#### What to work on
Scan the records below for the line containing "middle tip: (1051, 798)" and the line containing "ring mcp: (199, 248)". Copy both, plus every line between, exactly.

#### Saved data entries
------------------------------------------------------------
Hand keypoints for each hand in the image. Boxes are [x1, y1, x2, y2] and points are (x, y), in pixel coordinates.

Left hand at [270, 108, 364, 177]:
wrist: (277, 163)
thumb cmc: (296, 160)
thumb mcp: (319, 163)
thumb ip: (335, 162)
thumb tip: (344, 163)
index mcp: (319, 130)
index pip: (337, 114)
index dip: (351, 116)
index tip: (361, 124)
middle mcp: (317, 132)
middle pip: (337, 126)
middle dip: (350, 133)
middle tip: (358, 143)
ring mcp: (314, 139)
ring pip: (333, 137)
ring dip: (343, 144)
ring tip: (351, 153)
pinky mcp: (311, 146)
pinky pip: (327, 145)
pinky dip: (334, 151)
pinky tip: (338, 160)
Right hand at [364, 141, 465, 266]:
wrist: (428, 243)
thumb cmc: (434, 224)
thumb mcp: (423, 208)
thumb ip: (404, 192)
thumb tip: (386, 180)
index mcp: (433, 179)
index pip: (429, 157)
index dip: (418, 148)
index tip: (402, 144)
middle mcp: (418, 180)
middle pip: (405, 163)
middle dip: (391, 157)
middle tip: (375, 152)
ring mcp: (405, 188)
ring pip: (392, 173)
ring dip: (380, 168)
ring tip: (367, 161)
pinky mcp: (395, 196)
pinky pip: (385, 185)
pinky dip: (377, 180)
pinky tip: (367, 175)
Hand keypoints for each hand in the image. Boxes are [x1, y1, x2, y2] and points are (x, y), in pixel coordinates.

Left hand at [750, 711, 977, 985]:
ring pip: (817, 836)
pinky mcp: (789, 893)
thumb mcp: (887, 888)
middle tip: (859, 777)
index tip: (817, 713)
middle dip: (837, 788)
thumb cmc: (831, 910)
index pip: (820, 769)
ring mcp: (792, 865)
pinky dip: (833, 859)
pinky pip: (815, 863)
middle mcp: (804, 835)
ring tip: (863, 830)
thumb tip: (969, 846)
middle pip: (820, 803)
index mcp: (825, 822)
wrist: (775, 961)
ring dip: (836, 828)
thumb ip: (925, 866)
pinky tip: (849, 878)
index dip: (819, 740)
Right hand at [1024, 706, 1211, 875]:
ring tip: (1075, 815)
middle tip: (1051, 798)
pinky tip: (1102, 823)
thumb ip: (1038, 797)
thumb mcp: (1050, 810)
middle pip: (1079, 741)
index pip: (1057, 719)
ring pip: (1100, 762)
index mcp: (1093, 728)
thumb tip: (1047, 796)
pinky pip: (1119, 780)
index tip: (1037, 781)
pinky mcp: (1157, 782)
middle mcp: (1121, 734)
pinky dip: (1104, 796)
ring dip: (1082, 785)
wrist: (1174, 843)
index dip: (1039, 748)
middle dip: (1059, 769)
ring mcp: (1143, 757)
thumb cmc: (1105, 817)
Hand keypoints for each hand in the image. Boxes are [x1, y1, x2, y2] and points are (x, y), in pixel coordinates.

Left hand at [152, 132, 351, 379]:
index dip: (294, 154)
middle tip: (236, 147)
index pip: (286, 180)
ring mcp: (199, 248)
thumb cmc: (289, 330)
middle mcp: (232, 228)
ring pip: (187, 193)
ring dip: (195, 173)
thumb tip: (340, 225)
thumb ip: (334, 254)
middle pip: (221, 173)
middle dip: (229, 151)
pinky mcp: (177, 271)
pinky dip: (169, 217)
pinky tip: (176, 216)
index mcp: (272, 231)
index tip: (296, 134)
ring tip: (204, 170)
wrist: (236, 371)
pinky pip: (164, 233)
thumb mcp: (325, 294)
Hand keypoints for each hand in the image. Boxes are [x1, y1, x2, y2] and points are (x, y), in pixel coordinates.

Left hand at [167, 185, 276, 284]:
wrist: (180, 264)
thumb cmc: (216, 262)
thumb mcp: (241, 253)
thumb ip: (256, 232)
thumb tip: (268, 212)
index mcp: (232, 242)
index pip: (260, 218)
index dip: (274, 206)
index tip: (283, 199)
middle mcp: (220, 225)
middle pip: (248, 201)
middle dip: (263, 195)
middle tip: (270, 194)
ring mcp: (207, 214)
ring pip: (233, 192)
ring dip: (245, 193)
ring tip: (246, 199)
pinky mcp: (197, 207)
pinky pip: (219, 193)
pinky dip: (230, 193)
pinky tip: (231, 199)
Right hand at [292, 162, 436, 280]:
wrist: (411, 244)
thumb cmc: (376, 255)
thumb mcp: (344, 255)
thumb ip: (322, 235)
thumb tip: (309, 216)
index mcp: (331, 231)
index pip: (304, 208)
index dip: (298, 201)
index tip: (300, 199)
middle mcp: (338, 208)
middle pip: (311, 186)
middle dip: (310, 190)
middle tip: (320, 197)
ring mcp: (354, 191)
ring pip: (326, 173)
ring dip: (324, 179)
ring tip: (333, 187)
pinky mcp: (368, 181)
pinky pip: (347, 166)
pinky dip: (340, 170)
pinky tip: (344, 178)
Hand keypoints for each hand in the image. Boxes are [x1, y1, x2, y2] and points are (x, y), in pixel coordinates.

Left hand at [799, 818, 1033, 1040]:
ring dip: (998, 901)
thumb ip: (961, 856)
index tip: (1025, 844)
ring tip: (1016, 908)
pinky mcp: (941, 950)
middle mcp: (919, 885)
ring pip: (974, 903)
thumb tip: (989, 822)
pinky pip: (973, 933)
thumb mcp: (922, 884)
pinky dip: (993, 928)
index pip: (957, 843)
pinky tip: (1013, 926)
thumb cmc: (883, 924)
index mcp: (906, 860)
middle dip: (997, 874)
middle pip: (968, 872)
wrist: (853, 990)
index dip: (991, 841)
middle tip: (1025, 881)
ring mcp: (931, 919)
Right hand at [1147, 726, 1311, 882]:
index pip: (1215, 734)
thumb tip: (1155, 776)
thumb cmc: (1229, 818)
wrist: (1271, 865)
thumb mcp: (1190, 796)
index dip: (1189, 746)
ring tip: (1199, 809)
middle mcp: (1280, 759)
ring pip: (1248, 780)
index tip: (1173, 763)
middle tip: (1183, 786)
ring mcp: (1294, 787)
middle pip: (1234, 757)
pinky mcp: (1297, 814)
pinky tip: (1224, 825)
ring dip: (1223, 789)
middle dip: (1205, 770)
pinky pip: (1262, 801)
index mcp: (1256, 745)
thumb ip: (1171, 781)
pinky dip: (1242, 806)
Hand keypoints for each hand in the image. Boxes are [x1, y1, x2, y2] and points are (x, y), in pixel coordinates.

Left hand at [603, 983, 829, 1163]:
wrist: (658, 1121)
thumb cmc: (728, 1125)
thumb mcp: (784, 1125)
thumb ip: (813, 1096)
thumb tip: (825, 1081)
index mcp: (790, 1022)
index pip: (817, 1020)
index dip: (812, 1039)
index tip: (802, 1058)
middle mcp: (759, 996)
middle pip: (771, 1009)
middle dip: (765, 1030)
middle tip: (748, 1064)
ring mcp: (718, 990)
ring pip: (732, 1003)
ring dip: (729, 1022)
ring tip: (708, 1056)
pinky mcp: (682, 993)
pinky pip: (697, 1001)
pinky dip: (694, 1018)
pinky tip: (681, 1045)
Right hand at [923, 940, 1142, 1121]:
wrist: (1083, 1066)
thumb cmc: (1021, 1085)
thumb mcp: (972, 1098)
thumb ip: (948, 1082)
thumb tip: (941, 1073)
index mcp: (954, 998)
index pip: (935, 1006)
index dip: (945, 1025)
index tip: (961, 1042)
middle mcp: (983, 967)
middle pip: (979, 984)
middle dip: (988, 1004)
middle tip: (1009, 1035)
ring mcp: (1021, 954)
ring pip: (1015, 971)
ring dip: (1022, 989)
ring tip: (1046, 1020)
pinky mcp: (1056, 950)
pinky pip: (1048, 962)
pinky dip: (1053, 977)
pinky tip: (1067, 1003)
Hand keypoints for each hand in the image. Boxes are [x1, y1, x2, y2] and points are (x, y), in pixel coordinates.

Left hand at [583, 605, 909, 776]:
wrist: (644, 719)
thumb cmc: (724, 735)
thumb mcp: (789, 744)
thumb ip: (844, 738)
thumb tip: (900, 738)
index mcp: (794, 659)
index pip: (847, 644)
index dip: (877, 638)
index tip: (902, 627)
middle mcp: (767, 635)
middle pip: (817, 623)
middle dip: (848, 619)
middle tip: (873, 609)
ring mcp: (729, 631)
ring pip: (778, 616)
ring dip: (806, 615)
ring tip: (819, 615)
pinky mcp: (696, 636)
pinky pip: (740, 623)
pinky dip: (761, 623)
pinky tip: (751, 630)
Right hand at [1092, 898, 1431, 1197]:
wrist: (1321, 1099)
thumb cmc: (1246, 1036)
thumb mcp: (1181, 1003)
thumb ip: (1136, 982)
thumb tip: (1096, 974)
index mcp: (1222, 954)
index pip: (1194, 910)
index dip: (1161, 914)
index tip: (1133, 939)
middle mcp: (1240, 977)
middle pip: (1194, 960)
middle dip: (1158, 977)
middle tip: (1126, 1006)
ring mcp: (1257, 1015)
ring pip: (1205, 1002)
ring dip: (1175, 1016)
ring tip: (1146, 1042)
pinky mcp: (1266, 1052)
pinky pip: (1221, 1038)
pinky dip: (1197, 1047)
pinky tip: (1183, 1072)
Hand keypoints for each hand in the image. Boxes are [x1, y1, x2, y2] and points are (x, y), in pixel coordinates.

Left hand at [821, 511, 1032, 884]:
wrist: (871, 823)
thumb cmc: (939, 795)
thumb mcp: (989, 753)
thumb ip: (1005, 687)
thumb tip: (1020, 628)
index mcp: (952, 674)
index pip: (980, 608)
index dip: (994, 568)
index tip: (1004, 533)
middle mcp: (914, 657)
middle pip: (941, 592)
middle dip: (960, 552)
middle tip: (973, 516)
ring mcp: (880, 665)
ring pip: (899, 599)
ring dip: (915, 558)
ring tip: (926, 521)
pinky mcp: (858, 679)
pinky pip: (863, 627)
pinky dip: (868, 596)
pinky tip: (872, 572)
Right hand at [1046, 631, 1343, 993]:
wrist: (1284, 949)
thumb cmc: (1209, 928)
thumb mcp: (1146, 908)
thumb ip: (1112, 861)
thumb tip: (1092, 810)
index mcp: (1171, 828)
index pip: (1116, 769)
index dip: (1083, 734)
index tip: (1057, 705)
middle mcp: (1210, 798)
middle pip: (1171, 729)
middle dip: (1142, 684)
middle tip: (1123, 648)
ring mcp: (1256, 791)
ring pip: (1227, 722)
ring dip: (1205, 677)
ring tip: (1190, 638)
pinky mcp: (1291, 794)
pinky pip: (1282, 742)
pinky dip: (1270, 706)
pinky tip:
------------------------------------------------------------
#### Written response
middle tip: (1051, 798)
pinky tip: (1102, 823)
thumb ip: (1038, 797)
thumb mcp: (1050, 810)
middle pip: (1079, 741)
index pip: (1057, 719)
ring pip: (1100, 762)
index mcp: (1093, 728)
thumb tip: (1047, 796)
pinky pip: (1119, 780)
index tip: (1037, 781)
pinky mcp: (1157, 782)
middle mcp: (1121, 734)
pinky dip: (1104, 796)
ring dip: (1082, 785)
wrist: (1174, 843)
index dip: (1039, 748)
middle dip: (1059, 769)
ring mcp: (1143, 757)
thumb cmc: (1105, 817)
Hand keypoints for each hand in the image. Boxes are [x1, y1, x2, y2] and points are (x, y), in pixel coordinates.

Left hand at [152, 132, 351, 379]:
index dip: (294, 154)
middle tip: (236, 147)
index pip: (286, 180)
ring mcp: (199, 248)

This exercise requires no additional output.